“La decisione è presa, occuperemo totalmente Gaza”. Fonti dell’ufficio del primo ministro israeliano Benjamin Netanyahu citate dal sito Ynet, hanno confermato le notizie che circolavano nelle ultime ore. “Vi saranno attività anche in aree in cui sono detenuti gli ostaggi. E se questo non sta bene al capo di stato maggiore delle Idf, può anche dimettersi”, hanno concluso.
Netanyahu non arretra, sapendo di rischiare poco o nulla. Le pressioni della comunità internazionale non si sono tradotte in ostacoli seri alla sua azione e la tenuta del suo governo è ancora abbastanza salda da non indurlo a fermarsi. A questo si aggiunge la “carta bianca” avuta dagli Stati Uniti, che avrebbero “approvato” l’operazione.

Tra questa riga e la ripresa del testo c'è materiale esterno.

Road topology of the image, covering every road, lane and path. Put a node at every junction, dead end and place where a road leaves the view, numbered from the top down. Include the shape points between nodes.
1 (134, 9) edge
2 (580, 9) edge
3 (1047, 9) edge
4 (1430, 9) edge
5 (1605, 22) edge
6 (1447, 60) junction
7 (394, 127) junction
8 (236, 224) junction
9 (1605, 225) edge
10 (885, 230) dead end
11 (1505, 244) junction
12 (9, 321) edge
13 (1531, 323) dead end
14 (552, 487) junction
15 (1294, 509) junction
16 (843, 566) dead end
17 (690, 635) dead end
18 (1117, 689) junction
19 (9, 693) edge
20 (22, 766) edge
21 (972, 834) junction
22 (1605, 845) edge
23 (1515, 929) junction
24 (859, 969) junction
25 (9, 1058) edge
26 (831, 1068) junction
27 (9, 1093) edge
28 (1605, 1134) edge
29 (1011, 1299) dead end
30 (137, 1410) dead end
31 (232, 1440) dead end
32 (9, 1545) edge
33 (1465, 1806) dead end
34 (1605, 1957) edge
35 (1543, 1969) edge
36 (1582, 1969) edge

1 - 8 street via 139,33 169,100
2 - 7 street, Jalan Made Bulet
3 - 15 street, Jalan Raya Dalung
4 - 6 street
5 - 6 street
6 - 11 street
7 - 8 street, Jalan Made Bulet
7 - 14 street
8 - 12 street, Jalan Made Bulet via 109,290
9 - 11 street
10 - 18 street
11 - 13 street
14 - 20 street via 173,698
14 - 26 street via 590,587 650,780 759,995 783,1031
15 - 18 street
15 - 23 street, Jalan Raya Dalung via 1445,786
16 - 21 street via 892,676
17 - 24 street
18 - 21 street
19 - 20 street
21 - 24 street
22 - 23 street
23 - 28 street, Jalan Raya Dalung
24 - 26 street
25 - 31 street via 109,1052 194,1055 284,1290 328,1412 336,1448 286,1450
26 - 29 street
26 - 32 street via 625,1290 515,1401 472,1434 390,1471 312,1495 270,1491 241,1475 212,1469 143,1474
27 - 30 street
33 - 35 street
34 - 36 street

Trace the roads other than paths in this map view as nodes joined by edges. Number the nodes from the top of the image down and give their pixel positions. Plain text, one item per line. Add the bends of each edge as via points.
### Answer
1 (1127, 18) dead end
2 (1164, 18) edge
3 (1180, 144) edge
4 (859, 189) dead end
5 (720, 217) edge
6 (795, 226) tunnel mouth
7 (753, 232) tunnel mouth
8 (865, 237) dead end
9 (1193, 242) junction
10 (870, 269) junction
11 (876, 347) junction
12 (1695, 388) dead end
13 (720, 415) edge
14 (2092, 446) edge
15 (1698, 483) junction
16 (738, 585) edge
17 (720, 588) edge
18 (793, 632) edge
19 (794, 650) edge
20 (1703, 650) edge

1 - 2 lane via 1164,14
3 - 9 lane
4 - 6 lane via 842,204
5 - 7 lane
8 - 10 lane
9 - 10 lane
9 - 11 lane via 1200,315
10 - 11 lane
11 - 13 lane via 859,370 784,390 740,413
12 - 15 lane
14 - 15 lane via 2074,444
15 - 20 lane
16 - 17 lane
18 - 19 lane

L’appello al premier israeliano
Oltre 600 funzionari della sicurezza israeliani in pensione, tra cui ex capi del Mossad e dello Shin Bet, hanno scritto al presidente degli Usa Donald Trump per chiedergli di fare pressione su Netanyahu affinché ponga fine alle ostilità nell’enclave palestinese. “Secondo il nostro giudizio professionale, Hamas non rappresenta più una minaccia strategica per Israele e la nostra esperienza ci dice che Israele ha tutto ciò che serve per gestire le sue residue capacità terroristiche, a distanza o in altro modo”, hanno argomentato gli ex funzionari in una lettera condivisa con i media.
“Questa guerra non è più una guerra giusta e sta portando lo Stato di Israele a perdere la sua identità”, ha avvertito Ami Ayalon, ex direttore dello Shin Bet, in un video diffuso dal movimento Csi, Comandanti per la sicurezza di Israele, in occasione della pubblicazione della missiva. Tra i firmatari ci sono tre ex capi del Mossad (Tamir Pardo, Efraim Halevy, Danny Yatom), cinque ex dirigenti dello Shin Bet (Nadav Argaman, Yoram Cohen, Ami Ayalon, Yaakov Peri, Carmi Gilon) e tre ex capi di stato maggiore (Ehud Barak, Moshe Bogie Ya’alon, Dan Halutz).
“A nome del Csi, il più grande gruppo israeliano di ex generali dell’esercito, del Mossad, dello Shin Bet, della polizia e di corpi diplomatici equivalenti, vi esortiamo a porre fine alla guerra a Gaza. L’avete fatto in Libano. È ora di farlo anche a Gaza”, è l’appello rivolto al tycoon. “L’Idf ha da tempo raggiunto i due obiettivi che potevano essere raggiunti con la forza: smantellare l’esercito e il governo di Hamas. Il terzo, e il più importante, può essere raggiunto solo attraverso un accordo: riportare a casa tutti gli ostaggi. Rintracciare i restanti alti funzionari di Hamas può essere fatto più tardi”, ma “gli ostaggi non possono aspettare”, hanno rimarcato i componenti del movimento.
Le condizioni di Hamas per il cessate il fuoco a Gaza
Hamas è aperto a negoziare un accordo sulla fine del conflitto nella Striscia di Gaza e sul rilascio di tutti gli ostaggi israeliani. A darne notizia è stato il quotidiano emiratino The National, citando sue fonti. “Hamas è aperto a negoziare un accordo globale per Gaza che porrebbe fine alla guerra nell’enclave palestinese e libererebbe tutti gli ostaggi detenuti”, ha riferito l’articolo secondo cui gli Stati Uniti stanno discutendo la bozza del documento con Israele e con mediatori del Qatar e dell’Egitto.
Il movimento di resistenza palestinese, stando al Jerusalem Post, avrebbe chiesto almeno 250 camion di aiuti umanitari al giorno come precondizione per tornare al tavolo delle trattative.
“Attivisti” israeliani, tra cui gli amici dell’ostaggio Rom Braslavski, hanno bloccato l’ingresso dei viveri a Gaza e tagliato i pneumatici dei camion provenienti dalla Giordania. “Rom avrebbe dovuto essere di nuovo con me in macchina dopo la festa; sta morendo di fame in cattività mentre gli aiuti alimentari vengono trasferiti. Viene fornita piena assistenza a chi ne ha bisogno. Non permetteremo che ciò accada, stiamo lottando contro questo”, ha detto uno dei membri del “commando”.
L’azione appare ancor più grave alla luce della morte di altre cinque persone per fame. Il ministero della Salute di Gaza ha fatto sapere che il numero dei decessi per malnutrizione ammonta a 180, inclusi 93 bambini.
I coloni israeliani hanno dato fuoco a un edificio durante la notte nel villaggio di Turmus Ayya, vicino a Ramallah, in Cisgiordania.